Conveniently located between Padua and Ferrara, in 602 the Byzantine castrum Mons Silicis falls into the hands of the Lombard king Agilulfo, as told by Paul the Deacon in his Historia Longobardorum, first written over the area.
In 1237 was taken by Ezzelino III da Romano, vicar of the Emperor Frederick II in the Veneto, on what you ordered extensive fortification works and makes it the basis of violent military campaigns against Padua, Este and the nearby castles. From 1338 to the 1405 is governed by Carrara, lords of Padua, which consolidate and complement the yard Ezzelino: an outer ring of crenellated walls punctuated by strong towers enclosing a castle floor and four concentric rings on the hill up to the imposing tower on top. The long and prosperous Venetian period marks the abandonment of the military vocation in favor of agricultural development, industrial (extraction, filatura) and commercial.
- Tower or Keep Federiciano (Sunday from 15,00 to 19,00 – Tuesday through Sunday mornings by appointment for groups of at least 5 people).
- Civic Tower or Clock (visited only externally).
- Monumental Complex of St. Paul.
- Castle (from March to November – Tuesdays to Sundays – 9,00 – 10,00 11,00 14,00 – 15,00 – 16,00 with daylight saving time 9,00 – 10,00 – 11,00 – 15,00 – 16,00 – 17,00).
- Walls Carrara (only visible externally).
- Villa Nani (not open).
- Pieve di Santa Giustina (old cathedral) (from 1 April of 1 November – daily from 9,00 to 12,00 and by 15,00 to 18,00 . July and August from 9,00 to 12,00 and by 16,00 to 19,00).
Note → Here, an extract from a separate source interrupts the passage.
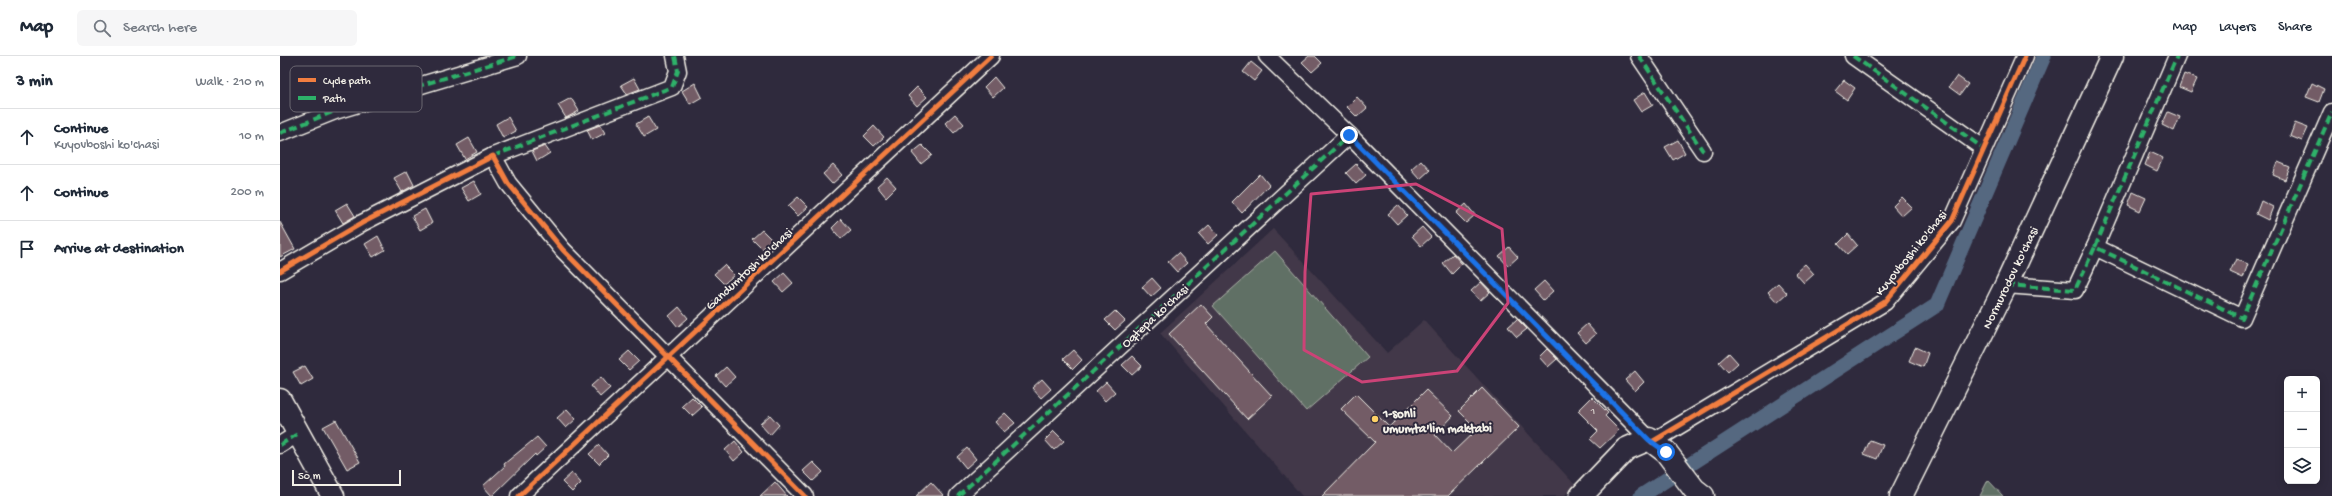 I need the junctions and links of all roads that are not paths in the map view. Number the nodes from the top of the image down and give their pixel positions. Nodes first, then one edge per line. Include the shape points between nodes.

- Jubilee Sanctuary of the Seven Churches (from March to October – daily from 8,00 to 19,00 – Sunday from 8,00 to 19,30 – From November to January – daily from 9,00 to 17,30).
- Church of St. George (from March to October – daily from 8,00 to 19,00 – Sunday from 8,00 to 19,30 – From November to January – daily from 9,00 to 17,30).
- Villa Duodo (not open to the internally).
- Villa Emo (visit the garden – spring and autumn – Sundays and holidays dfalle 10,00 to 19,00 – for groups by appointment at the 0429 781987 and 781970).
- Ca 'Bertana (not open).
- Giostra della Rocca – between the first and third Sunday of September.
- Monselice in fiore – in May.
- The flavors eno – October / November.
- All Saints' Fair – 1° novembre.
Coming into town from the north meet the city walls when opened out or Port St. Anthony Padua. The boundary continues uninterrupted to the right until the gap corresponding to the disappearance Porta della Giudecca, memory of the Jewish presence in the city, and again until the Civic Tower or Clock, direct access to Piazza Mazzini. The scenic stretch turreted shows a typical shape of Carrara in trachyte interspersed with brick corsature. From this perspective you have a clear vision of the ancient defensive structure urban, only partially damaged by the intense mining activity responsible for the transformation of the profile of the mountain above the northwestern side. Crossing Piazza Mazzini we reach the church of San Paolo, ancient religious heart of the city, and the Castle, site at the foot of the slope, fusion of structures built at a later date: the massive tower Ezzelino (XIII sec.), the castle and the Romanesque house (XI-XII Secolo), the addition of Marcello (XV sec.). Walking along Via del Santuario encounter left Villa Nani, beautiful building late Renaissance and, a little further to the right, the church of Santa Giustina, built in 1256 Late Romanesque Padua.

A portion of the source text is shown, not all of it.